**THE DATA:**

=-=-=-=-=

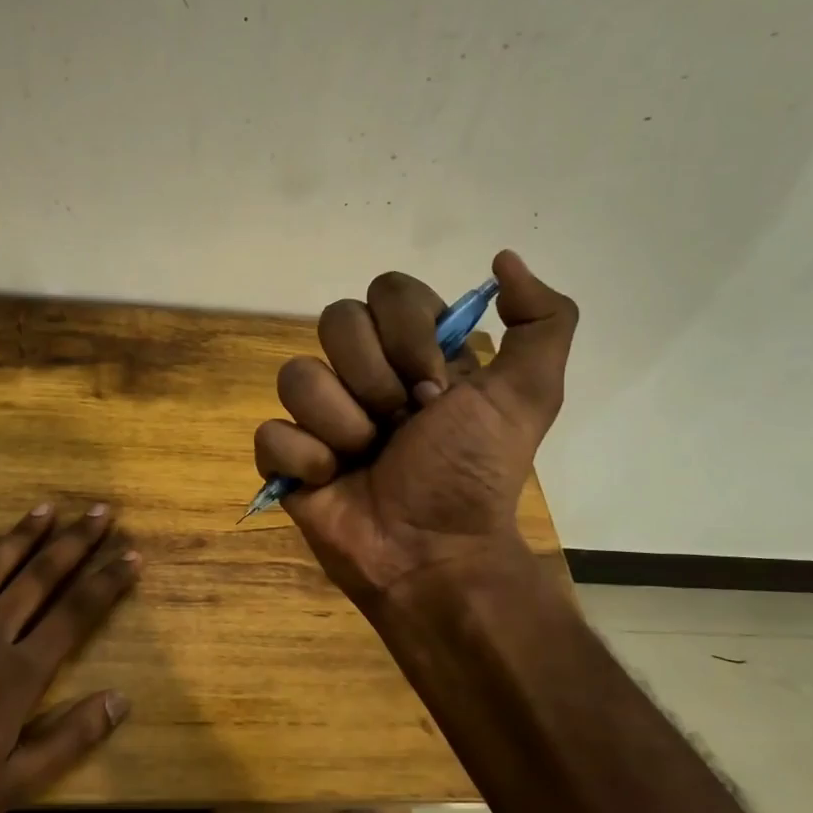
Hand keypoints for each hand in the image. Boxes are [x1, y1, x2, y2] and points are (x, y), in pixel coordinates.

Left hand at [0, 504, 139, 812]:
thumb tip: (121, 699)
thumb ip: (70, 738)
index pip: (75, 614)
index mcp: (18, 673)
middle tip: (99, 511)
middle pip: (38, 579)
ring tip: (45, 508)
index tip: (131, 554)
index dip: (107, 582)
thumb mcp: (14, 784)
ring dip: (21, 538)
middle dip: (74, 543)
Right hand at [254, 250, 576, 602]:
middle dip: (373, 380)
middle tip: (400, 426)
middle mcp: (362, 372)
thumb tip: (503, 258)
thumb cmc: (473, 474)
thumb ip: (542, 319)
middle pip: (335, 322)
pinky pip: (270, 433)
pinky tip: (331, 481)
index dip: (407, 334)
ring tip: (365, 459)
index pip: (387, 292)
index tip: (436, 390)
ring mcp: (319, 415)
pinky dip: (304, 460)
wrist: (433, 554)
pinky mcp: (285, 458)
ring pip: (296, 376)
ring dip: (341, 425)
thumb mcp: (528, 395)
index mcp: (412, 351)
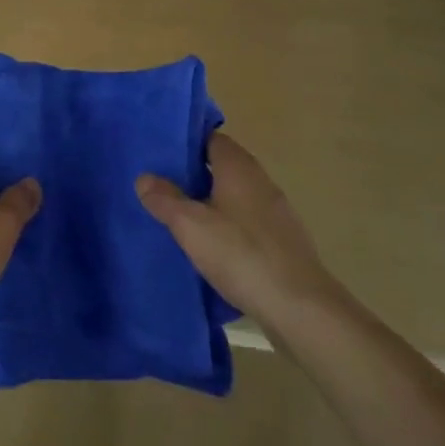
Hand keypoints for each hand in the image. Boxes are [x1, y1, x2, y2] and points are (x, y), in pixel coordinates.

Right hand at [136, 133, 337, 326]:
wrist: (299, 307)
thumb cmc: (241, 254)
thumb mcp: (191, 226)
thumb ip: (165, 199)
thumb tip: (144, 177)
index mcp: (238, 167)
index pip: (211, 138)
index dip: (187, 143)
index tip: (162, 154)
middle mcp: (260, 180)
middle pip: (223, 166)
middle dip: (196, 174)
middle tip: (164, 186)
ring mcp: (276, 211)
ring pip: (236, 195)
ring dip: (212, 202)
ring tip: (183, 217)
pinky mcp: (283, 241)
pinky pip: (248, 221)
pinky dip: (230, 226)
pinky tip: (213, 247)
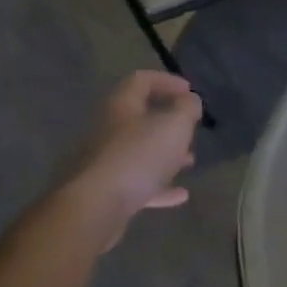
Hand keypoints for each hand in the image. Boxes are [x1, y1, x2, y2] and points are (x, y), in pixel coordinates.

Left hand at [62, 71, 203, 249]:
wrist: (96, 207)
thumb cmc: (138, 156)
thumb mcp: (174, 125)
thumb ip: (186, 109)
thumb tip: (190, 101)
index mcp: (121, 106)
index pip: (141, 80)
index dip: (167, 81)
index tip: (190, 91)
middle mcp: (109, 129)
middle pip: (139, 117)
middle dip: (168, 122)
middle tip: (191, 128)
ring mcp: (106, 161)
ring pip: (140, 151)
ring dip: (166, 154)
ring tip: (189, 161)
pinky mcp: (107, 191)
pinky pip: (138, 183)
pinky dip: (160, 186)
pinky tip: (181, 195)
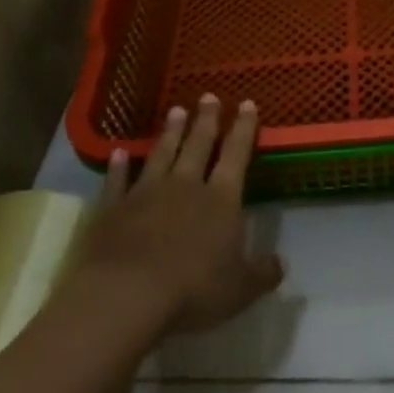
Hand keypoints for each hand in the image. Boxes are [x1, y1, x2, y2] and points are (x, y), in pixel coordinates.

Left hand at [76, 94, 284, 337]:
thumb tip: (281, 264)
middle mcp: (186, 185)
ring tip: (176, 110)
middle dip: (206, 120)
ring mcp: (146, 193)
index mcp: (221, 198)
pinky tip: (120, 152)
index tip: (248, 103)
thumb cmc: (192, 290)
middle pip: (198, 144)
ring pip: (162, 154)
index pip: (237, 154)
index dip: (244, 128)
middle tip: (209, 96)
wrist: (125, 295)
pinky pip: (118, 180)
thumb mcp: (240, 289)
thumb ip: (262, 273)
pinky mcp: (113, 208)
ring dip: (170, 132)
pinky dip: (119, 166)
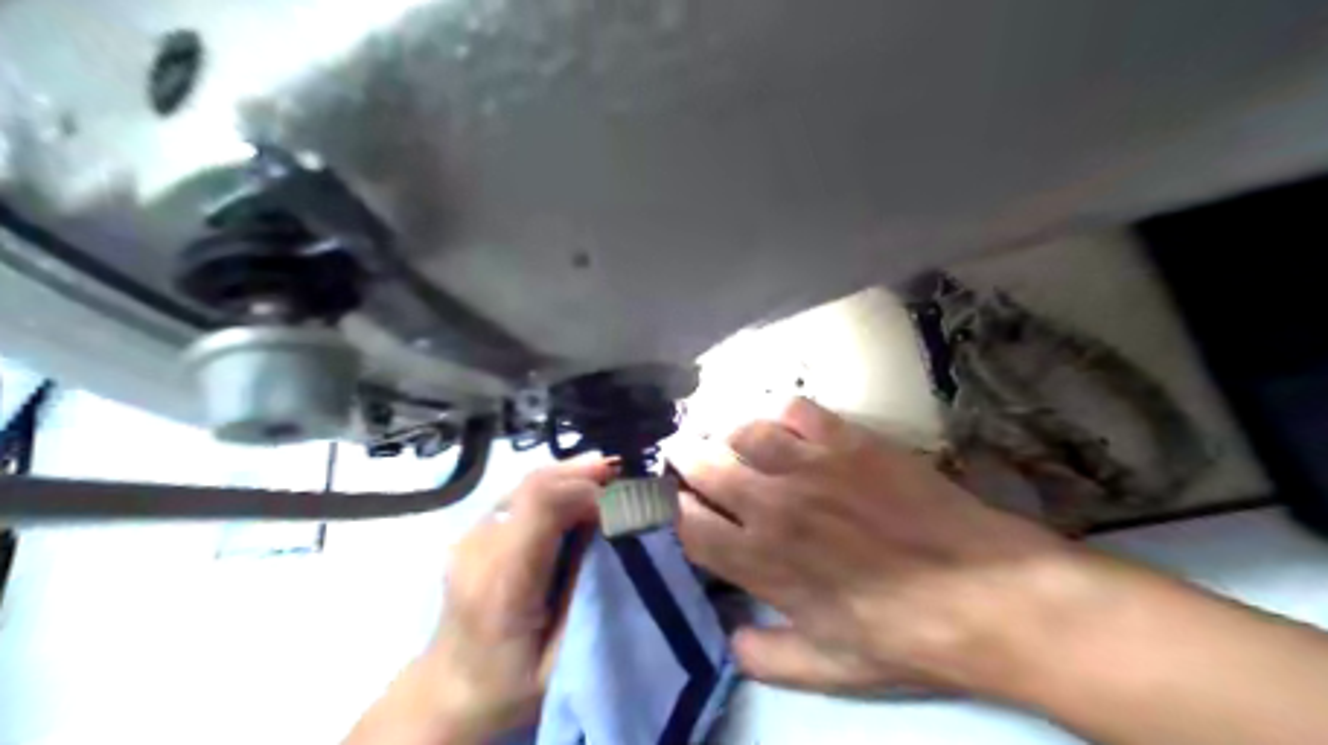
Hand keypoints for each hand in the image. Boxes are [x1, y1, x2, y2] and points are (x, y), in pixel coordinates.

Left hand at [340, 459, 611, 744]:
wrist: (450, 694)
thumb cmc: (511, 687)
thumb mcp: (561, 658)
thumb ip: (587, 596)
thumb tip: (618, 538)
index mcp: (502, 583)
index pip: (540, 505)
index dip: (586, 490)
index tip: (624, 500)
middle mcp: (479, 548)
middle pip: (534, 484)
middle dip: (584, 474)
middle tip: (626, 477)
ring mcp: (470, 536)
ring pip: (526, 483)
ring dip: (571, 477)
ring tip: (609, 480)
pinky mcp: (474, 533)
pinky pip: (520, 495)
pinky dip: (555, 487)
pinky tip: (578, 496)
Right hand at [671, 397, 1071, 693]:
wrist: (984, 591)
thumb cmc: (905, 635)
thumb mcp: (831, 669)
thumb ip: (768, 659)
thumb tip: (732, 638)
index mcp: (762, 562)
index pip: (690, 525)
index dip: (675, 510)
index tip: (679, 504)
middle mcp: (773, 505)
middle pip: (704, 465)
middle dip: (686, 457)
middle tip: (686, 452)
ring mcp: (811, 465)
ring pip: (744, 430)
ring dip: (729, 434)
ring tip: (735, 438)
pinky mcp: (849, 440)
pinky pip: (796, 409)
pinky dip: (782, 414)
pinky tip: (788, 428)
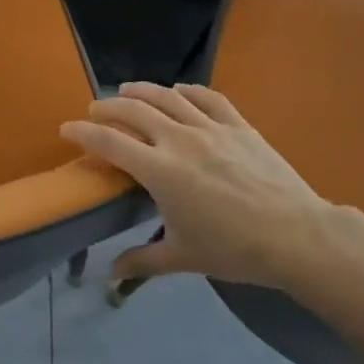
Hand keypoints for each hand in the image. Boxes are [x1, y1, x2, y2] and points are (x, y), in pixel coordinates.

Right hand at [60, 82, 362, 288]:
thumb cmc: (234, 250)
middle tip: (95, 109)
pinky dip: (188, 90)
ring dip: (142, 90)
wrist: (297, 237)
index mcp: (159, 170)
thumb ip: (143, 260)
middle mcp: (178, 139)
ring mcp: (210, 127)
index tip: (66, 128)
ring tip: (127, 90)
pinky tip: (179, 90)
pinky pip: (208, 97)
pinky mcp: (239, 125)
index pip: (109, 142)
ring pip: (168, 96)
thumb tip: (112, 273)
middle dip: (108, 106)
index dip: (83, 132)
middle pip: (133, 110)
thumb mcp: (184, 257)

=-=-=-=-=

**TASK:** Match on "Left" and report each line of the data above that has it.

**ANSWER BOX:**
Left hand at [0, 504, 139, 812]:
Left hand at [62, 71, 203, 249]:
Left hand at [76, 94, 284, 337]:
Left hand at [340, 459, 611, 744]:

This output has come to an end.